═══ Record set
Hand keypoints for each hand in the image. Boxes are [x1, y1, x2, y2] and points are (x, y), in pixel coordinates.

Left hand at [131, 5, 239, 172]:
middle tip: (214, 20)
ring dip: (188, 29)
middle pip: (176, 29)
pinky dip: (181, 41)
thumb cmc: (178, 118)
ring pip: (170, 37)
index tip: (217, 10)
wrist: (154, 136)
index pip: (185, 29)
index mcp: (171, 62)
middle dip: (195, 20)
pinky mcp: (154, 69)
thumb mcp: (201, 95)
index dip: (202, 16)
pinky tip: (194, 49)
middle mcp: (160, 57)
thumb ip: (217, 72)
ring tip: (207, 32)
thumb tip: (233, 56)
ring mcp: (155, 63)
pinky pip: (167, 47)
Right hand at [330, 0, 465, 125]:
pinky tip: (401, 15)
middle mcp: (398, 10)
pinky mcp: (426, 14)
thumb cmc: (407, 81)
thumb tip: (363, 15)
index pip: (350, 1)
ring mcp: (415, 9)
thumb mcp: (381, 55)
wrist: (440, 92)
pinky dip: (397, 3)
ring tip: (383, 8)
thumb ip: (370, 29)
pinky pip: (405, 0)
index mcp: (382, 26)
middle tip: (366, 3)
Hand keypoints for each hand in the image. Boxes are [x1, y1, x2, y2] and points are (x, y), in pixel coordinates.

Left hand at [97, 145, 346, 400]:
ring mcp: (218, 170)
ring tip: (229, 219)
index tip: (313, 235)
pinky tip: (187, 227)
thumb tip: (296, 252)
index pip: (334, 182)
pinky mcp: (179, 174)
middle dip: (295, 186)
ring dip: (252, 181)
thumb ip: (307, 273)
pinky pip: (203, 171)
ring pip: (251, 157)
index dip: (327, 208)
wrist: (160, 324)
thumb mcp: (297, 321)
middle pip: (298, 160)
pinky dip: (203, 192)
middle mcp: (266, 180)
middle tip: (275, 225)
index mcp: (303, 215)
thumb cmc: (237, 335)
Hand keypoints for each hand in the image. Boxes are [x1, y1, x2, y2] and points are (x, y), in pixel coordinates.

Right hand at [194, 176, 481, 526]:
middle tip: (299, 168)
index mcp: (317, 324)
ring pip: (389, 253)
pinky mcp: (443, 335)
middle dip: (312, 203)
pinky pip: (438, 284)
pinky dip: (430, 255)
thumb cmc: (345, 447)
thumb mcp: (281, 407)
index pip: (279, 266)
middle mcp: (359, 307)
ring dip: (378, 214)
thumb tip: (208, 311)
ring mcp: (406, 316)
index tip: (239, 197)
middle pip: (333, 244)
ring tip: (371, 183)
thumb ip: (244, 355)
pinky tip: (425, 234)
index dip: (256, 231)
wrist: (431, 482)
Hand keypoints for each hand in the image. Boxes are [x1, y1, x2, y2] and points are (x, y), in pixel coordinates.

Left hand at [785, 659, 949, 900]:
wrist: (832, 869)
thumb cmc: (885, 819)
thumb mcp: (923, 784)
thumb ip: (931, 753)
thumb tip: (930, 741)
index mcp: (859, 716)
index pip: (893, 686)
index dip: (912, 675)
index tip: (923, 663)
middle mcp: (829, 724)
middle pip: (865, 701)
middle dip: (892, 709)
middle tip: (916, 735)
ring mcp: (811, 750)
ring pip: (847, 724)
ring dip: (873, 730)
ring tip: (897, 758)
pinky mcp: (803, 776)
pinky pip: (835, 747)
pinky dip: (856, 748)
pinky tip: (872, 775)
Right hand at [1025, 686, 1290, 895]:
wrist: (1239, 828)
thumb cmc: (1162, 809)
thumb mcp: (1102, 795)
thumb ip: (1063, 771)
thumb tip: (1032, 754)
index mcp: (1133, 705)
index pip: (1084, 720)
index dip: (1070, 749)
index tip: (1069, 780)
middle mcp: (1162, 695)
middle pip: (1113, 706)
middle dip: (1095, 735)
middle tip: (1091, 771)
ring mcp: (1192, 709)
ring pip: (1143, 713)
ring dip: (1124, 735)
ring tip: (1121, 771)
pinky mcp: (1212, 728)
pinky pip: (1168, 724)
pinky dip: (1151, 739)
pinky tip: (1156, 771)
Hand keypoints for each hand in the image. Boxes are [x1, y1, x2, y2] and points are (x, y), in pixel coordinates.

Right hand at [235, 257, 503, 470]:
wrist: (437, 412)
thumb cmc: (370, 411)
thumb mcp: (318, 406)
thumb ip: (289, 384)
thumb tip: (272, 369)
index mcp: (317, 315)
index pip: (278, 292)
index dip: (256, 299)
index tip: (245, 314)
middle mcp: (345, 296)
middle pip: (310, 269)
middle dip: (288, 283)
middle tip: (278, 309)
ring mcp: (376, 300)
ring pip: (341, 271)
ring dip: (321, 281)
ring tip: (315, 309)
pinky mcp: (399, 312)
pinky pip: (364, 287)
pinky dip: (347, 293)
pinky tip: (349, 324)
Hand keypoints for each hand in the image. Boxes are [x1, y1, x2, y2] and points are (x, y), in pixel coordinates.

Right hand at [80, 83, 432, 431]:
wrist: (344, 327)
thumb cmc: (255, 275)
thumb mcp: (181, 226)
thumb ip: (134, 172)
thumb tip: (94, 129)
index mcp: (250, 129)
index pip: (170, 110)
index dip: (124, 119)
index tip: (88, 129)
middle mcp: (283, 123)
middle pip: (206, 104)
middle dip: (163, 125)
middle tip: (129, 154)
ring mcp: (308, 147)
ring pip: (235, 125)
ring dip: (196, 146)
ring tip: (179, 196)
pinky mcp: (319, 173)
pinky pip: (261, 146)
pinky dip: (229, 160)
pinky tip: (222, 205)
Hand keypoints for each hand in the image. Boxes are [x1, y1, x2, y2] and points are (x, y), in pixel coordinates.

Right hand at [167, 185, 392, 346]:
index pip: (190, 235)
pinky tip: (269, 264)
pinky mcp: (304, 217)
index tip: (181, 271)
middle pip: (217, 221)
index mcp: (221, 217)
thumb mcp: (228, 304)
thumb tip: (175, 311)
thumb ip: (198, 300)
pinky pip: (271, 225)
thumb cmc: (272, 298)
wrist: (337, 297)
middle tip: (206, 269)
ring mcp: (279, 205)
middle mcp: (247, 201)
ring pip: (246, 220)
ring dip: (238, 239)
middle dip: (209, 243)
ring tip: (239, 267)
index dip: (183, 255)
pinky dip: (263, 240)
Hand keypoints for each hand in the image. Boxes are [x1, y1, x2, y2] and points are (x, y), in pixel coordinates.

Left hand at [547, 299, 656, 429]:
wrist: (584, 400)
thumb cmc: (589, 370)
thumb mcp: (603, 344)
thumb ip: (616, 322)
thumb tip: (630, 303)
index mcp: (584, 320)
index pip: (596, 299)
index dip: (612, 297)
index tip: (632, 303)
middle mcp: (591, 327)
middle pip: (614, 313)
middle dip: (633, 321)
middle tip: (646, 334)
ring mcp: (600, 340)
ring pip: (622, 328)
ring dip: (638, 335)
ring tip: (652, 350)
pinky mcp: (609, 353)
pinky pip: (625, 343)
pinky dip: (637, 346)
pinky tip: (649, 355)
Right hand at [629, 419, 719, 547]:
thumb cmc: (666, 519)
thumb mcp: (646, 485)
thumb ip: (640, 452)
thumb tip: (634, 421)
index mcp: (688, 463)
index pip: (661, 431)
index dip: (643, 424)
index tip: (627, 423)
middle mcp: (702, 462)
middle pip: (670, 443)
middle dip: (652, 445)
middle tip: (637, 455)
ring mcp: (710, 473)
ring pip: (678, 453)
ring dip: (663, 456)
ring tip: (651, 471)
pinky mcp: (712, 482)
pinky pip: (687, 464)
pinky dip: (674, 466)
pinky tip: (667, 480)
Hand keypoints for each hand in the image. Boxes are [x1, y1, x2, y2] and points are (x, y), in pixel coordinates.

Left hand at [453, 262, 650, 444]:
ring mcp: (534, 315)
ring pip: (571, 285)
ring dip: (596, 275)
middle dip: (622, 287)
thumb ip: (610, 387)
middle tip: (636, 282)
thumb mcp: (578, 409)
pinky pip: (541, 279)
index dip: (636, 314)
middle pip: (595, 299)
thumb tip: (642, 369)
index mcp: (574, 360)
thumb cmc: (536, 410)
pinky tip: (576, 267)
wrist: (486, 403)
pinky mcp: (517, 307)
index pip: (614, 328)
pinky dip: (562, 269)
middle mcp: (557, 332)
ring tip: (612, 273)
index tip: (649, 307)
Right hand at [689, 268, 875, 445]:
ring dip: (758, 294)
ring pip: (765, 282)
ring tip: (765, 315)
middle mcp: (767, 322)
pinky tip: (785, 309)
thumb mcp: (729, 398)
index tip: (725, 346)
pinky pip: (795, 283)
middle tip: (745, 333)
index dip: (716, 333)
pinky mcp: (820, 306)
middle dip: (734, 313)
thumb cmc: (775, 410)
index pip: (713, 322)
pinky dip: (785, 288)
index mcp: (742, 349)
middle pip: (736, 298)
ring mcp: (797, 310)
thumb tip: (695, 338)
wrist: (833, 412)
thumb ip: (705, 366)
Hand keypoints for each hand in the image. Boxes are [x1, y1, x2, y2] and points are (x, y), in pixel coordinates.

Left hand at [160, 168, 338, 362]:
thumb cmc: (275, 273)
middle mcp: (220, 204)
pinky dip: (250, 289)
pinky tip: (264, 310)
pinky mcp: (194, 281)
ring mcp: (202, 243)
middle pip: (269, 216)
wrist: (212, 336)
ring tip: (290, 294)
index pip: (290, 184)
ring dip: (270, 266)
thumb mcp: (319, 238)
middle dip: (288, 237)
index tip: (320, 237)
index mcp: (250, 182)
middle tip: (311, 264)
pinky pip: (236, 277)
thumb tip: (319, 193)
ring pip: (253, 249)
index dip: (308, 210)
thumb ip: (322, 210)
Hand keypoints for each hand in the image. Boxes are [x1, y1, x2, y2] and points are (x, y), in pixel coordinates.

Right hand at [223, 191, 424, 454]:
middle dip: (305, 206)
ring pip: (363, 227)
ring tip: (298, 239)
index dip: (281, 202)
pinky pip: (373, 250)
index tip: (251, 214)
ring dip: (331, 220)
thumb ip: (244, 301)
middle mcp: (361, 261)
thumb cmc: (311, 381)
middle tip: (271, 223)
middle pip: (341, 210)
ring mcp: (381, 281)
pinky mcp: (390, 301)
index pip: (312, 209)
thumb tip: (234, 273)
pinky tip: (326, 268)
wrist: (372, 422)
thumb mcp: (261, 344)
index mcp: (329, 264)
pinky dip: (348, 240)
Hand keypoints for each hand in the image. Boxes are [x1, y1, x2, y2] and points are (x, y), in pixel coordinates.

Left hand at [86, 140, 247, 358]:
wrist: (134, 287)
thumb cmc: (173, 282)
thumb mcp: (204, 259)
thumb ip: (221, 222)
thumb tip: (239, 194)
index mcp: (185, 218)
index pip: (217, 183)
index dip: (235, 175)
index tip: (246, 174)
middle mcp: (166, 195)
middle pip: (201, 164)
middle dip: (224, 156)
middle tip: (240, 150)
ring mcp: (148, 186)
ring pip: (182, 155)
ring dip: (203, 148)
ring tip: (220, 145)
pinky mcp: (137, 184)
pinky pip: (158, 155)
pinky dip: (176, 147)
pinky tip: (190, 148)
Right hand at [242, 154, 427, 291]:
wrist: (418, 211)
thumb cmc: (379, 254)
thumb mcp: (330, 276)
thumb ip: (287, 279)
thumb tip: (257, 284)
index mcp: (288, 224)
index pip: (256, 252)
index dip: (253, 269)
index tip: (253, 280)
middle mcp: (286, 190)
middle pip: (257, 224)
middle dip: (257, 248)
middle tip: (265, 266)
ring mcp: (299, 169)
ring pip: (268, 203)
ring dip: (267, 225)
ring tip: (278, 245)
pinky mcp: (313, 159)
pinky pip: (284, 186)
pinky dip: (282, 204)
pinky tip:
══════
Task details
Out of the data above, transcribe exactly and only the lines starting with the line that has "thumb mcp: (319, 238)" and going on through the line that has "index dip: (235, 175)", both included.

Problem solution
thumb mcp: (319, 238)
middle dip: (288, 237)
index tip: (320, 237)
index mcp: (250, 182)
middle tip: (311, 264)
pinky pip: (236, 277)
thumb tip: (319, 193)
ring pip: (253, 249)
index dip: (308, 210)
thumb ip: (322, 210)
Hand keypoints for each hand in the image. Boxes are [x1, y1, x2, y2] and points are (x, y), in pixel coordinates.

Right hand at [223, 191, 424, 454]:
middle dip: (305, 206)
ring pip: (363, 227)
ring tip: (298, 239)
index dip: (281, 202)
pinky pip: (373, 250)
index tip: (251, 214)
ring dip: (331, 220)
thumb ip: (244, 301)
middle mcp: (361, 261)
thumb cmc: (311, 381)
middle tip: (271, 223)
middle pip: (341, 210)
ring mcp: (381, 281)
pinky mcp: (390, 301)
index pip: (312, 209)
thumb tip: (234, 273)
pinky tip: (326, 268)
wrist: (372, 422)
thumb mcp: (261, 344)
index mcp: (329, 264)
pinky dip: (348, 240)
Hand keypoints for each hand in the image. Boxes are [x1, y1, x2, y2] and points are (x, y), in pixel coordinates.

Left hand at [86, 140, 247, 358]:
wrist: (134, 287)
thumb cmc: (173, 282)
thumb mcp: (204, 259)
thumb ip: (221, 222)
thumb tip: (239, 194)
index mcp: (185, 218)
index pip: (217, 183)
index dip: (235, 175)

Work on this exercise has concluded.